Exercise: Your response should contain each line of the data that includes "than".

··· Recorded information ···

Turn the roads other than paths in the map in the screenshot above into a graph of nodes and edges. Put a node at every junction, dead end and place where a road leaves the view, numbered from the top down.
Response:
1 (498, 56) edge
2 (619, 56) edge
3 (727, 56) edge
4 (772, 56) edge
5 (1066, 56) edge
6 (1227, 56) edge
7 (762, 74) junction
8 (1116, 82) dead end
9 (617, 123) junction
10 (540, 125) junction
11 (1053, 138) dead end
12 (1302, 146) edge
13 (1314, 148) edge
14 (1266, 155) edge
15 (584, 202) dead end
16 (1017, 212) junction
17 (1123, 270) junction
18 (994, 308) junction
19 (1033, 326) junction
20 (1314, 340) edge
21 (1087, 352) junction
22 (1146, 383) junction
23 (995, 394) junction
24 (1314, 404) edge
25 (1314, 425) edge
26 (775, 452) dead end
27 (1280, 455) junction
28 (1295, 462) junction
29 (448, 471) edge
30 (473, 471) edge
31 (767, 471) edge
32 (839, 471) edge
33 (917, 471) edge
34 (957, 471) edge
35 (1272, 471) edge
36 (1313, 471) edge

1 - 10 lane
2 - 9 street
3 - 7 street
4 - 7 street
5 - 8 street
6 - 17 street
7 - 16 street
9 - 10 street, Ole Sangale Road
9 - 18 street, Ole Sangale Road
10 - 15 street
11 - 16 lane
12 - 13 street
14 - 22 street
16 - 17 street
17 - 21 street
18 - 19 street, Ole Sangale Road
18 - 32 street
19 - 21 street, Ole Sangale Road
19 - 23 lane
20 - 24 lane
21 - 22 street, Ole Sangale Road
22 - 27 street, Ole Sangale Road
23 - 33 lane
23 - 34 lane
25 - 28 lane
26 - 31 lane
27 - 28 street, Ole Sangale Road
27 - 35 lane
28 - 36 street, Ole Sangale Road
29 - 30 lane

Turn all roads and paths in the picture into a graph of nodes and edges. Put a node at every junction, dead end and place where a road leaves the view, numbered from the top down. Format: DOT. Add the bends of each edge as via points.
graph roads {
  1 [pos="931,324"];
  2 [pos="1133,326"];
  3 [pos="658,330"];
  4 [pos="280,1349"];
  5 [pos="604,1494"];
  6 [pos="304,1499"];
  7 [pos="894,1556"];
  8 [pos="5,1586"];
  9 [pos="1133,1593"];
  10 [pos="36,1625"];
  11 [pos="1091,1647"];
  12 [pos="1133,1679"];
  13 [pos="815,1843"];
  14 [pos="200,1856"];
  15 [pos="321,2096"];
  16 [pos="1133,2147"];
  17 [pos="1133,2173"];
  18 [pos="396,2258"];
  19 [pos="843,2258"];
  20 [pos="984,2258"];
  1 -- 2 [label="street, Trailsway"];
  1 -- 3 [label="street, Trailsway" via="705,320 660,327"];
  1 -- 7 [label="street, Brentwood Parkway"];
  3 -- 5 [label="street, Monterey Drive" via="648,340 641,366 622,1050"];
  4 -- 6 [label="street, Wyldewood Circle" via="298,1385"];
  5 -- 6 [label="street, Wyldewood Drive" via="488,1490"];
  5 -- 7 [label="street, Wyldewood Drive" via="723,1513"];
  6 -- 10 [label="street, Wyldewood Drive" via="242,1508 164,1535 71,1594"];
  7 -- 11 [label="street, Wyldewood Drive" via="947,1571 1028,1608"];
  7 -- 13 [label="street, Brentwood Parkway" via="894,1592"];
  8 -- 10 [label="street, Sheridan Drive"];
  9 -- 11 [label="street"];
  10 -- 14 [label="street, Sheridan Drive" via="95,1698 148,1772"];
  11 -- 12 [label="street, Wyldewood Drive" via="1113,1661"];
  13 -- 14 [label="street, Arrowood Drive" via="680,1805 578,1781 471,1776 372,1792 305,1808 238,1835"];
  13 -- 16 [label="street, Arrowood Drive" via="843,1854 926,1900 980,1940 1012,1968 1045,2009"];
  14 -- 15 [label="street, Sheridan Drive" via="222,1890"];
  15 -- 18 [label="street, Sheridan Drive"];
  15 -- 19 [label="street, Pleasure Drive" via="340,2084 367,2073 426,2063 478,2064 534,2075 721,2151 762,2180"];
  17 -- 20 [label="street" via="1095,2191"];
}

···
··· Recorded information ···

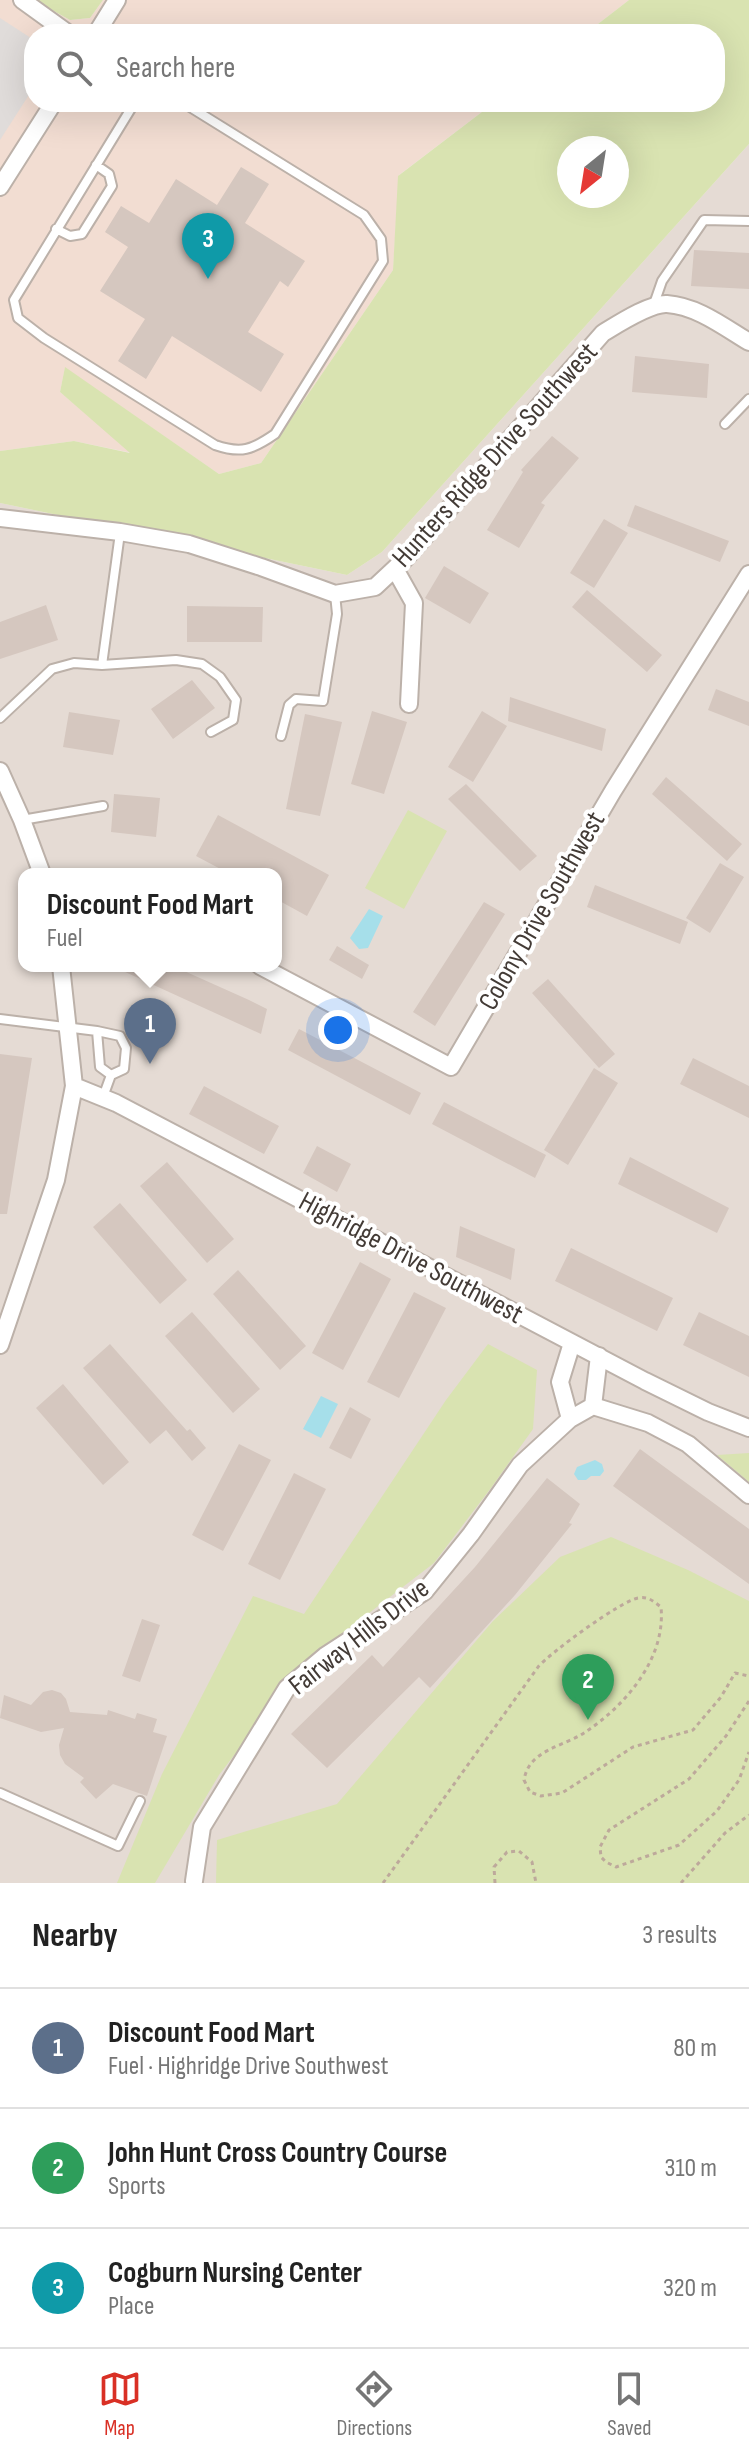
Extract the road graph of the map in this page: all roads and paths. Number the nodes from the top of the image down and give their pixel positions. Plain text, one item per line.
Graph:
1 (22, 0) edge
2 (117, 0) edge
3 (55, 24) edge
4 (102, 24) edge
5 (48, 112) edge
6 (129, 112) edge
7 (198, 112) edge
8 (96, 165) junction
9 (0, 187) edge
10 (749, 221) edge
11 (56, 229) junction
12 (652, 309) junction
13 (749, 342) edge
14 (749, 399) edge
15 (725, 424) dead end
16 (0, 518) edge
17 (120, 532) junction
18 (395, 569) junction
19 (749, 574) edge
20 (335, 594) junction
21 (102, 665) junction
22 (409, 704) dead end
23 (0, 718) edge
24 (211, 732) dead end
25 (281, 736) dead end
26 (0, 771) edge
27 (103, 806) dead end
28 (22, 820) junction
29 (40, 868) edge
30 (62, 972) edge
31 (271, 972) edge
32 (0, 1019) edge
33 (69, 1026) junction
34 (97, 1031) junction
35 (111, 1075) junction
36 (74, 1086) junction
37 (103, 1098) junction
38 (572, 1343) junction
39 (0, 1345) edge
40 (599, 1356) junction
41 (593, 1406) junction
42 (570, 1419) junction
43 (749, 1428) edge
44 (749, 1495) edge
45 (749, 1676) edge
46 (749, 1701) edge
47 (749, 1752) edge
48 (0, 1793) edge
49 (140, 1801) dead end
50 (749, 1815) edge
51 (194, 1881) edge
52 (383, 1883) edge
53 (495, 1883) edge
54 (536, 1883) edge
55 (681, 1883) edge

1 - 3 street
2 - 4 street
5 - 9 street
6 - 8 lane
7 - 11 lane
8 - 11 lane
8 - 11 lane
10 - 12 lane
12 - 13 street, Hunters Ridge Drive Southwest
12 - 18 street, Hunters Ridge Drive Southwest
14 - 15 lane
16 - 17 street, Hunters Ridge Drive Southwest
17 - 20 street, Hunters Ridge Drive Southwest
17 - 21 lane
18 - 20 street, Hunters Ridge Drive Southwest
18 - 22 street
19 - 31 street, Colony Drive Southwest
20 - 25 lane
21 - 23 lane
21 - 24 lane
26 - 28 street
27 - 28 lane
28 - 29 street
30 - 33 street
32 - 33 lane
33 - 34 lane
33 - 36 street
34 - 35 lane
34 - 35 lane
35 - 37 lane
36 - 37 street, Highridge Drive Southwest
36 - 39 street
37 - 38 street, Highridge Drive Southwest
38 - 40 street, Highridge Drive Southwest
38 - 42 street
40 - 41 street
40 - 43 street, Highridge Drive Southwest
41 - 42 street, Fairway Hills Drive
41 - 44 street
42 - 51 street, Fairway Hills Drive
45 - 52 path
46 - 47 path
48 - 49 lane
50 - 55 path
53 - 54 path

···
··· Recorded information ···

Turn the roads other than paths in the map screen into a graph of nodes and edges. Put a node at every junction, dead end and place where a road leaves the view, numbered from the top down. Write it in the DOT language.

···

Expected output:
Turn the roads other than paths in the map in the screenshot above into a graph of nodes and edges. Put a node at every junction, dead end and place where a road leaves the view, numbered from the top down.
Turn the roads other than paths in the map screen into a graph of nodes and edges. Put a node at every junction, dead end and place where a road leaves the view, numbered from the top down. Write it in the DOT language.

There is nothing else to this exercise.